* ASSIGNMENT:
Every line below that has the string "Morning" needs to be copied.

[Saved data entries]

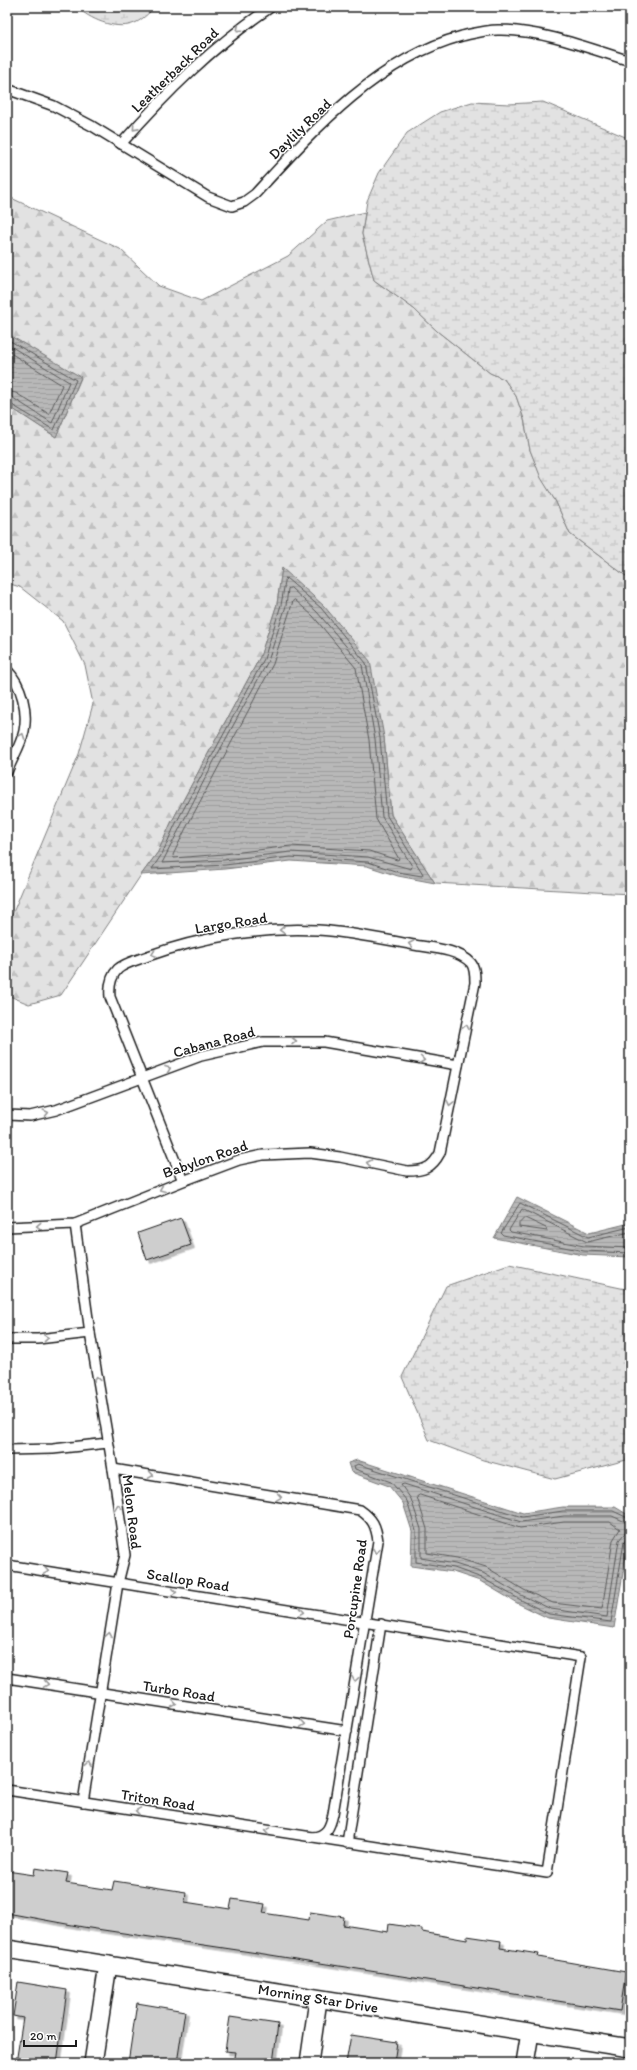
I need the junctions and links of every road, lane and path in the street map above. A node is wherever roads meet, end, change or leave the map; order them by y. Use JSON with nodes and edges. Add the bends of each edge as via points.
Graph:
{"nodes":[{"id":1,"x":271,"y":7,"type":"edge"},
{"id":2,"x":630,"y":61,"type":"edge"},
{"id":3,"x":7,"y":89,"type":"edge"},
{"id":4,"x":121,"y":144,"type":"junction"},
{"id":5,"x":7,"y":670,"type":"edge"},
{"id":6,"x":7,"y":772,"type":"edge"},
{"id":7,"x":458,"y":1065,"type":"junction"},
{"id":8,"x":141,"y":1079,"type":"junction"},
{"id":9,"x":7,"y":1115,"type":"edge"},
{"id":10,"x":183,"y":1180,"type":"junction"},
{"id":11,"x":75,"y":1224,"type":"junction"},
{"id":12,"x":7,"y":1227,"type":"edge"},
{"id":13,"x":90,"y":1333,"type":"junction"},
{"id":14,"x":7,"y":1339,"type":"edge"},
{"id":15,"x":108,"y":1442,"type":"junction"},
{"id":16,"x":7,"y":1450,"type":"edge"},
{"id":17,"x":113,"y":1469,"type":"junction"},
{"id":18,"x":7,"y":1565,"type":"edge"},
{"id":19,"x":118,"y":1583,"type":"junction"},
{"id":20,"x":364,"y":1621,"type":"junction"},
{"id":21,"x":381,"y":1624,"type":"junction"},
{"id":22,"x":7,"y":1678,"type":"edge"},
{"id":23,"x":100,"y":1692,"type":"junction"},
{"id":24,"x":347,"y":1731,"type":"junction"},
{"id":25,"x":7,"y":1790,"type":"edge"},
{"id":26,"x":83,"y":1802,"type":"junction"},
{"id":27,"x":305,"y":1837,"type":"junction"},
{"id":28,"x":347,"y":1843,"type":"junction"},
{"id":29,"x":7,"y":1949,"type":"edge"},
{"id":30,"x":108,"y":1965,"type":"junction"},
{"id":31,"x":318,"y":2000,"type":"junction"},
{"id":32,"x":530,"y":2033,"type":"junction"},
{"id":33,"x":630,"y":2048,"type":"edge"},
{"id":34,"x":92,"y":2063,"type":"edge"},
{"id":35,"x":308,"y":2063,"type":"edge"},
{"id":36,"x":525,"y":2063,"type":"edge"}],
"edges":[{"from":1,"to":4,"type":"lane","name":"Leatherback Road","one_way":true,"via":[[244,25],[193,68],[152,108]]},
{"from":2,"to":4,"type":"lane","name":"Daylily Road","via":[[558,38],[523,32],[482,31],[451,40],[419,52],[388,70],[318,128],[255,194],[244,202],[232,206],[208,197]]},
{"from":3,"to":4,"type":"lane","name":"Daylily Road","via":[[54,106]]},
{"from":6,"to":5,"type":"lane","one_way":true,"via":[[24,732],[26,719],[20,690]]},
{"from":8,"to":7,"type":"lane","name":"Cabana Road","one_way":true,"via":[[201,1056],[263,1042],[324,1042]]},
{"from":7,"to":8,"type":"lane","name":"Largo Road","one_way":true,"via":[[475,983],[475,973],[471,964],[462,957],[453,952],[357,934],[277,930],[220,936],[172,948],[124,964],[117,970],[110,983],[110,997]]},
{"from":7,"to":10,"type":"lane","name":"Babylon Road","one_way":true,"via":[[440,1153],[435,1163],[428,1168],[407,1171],[340,1157],[286,1153],[239,1160]]},
{"from":9,"to":8,"type":"lane","name":"Cabana Road","one_way":true,"via":[[30,1116],[56,1110]]},
{"from":8,"to":10,"type":"lane","name":"Largo Road"},
{"from":10,"to":11,"type":"lane","name":"Babylon Road","one_way":true},
{"from":11,"to":12,"type":"lane","name":"Babylon Road","one_way":true},
{"from":11,"to":13,"type":"lane","name":"Melon Road"},
{"from":14,"to":13,"type":"lane","one_way":true},
{"from":15,"to":13,"type":"lane","name":"Melon Road","one_way":true},
{"from":15,"to":16,"type":"lane","via":[[53,1449]]},
{"from":15,"to":17,"type":"lane","name":"Melon Road"},
{"from":19,"to":17,"type":"lane","name":"Melon Road","one_way":true,"via":[[125,1555]]},
{"from":17,"to":20,"type":"lane","name":"Porcupine Road","one_way":true,"via":[[360,1510],[376,1525],[378,1541]]},
{"from":18,"to":19,"type":"lane","name":"Scallop Road","one_way":true},
{"from":19,"to":20,"type":"lane","name":"Scallop Road","one_way":true},
{"from":23,"to":19,"type":"lane","name":"Melon Road","one_way":true},
{"from":20,"to":21,"type":"lane","name":"Scallop Road"},
{"from":20,"to":24,"type":"lane","name":"Porcupine Road","one_way":true},
{"from":21,"to":28,"type":"lane"},
{"from":21,"to":28,"type":"lane","name":"Scallop Road","via":[[581,1657],[574,1704],[547,1873]]},
{"from":22,"to":23,"type":"lane","name":"Turbo Road","one_way":true},
{"from":23,"to":24,"type":"lane","name":"Turbo Road","one_way":true},
{"from":26,"to":23,"type":"lane","name":"Melon Road","one_way":true},
{"from":24,"to":27,"type":"lane","name":"Porcupine Road","via":[[331,1826],[326,1833]]},
{"from":25,"to":26,"type":"lane","name":"Triton Road"},
{"from":27,"to":26,"type":"lane","name":"Triton Road","one_way":true},
{"from":27,"to":28,"type":"lane","name":"Triton Road"},
{"from":29,"to":30,"type":"street","name":"Morning Star Drive"},
{"from":30,"to":31,"type":"street","name":"Morning Star Drive"},
{"from":30,"to":34,"type":"street"},
{"from":31,"to":32,"type":"street","name":"Morning Star Drive"},
{"from":31,"to":35,"type":"street"},
{"from":32,"to":33,"type":"street","name":"Morning Star Drive"},
{"from":32,"to":36,"type":"street"}]}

* EXPECTED ANSWER:
{"from":29,"to":30,"type":"street","name":"Morning Star Drive"},
{"from":30,"to":31,"type":"street","name":"Morning Star Drive"},
{"from":31,"to":32,"type":"street","name":"Morning Star Drive"},
{"from":32,"to":33,"type":"street","name":"Morning Star Drive"},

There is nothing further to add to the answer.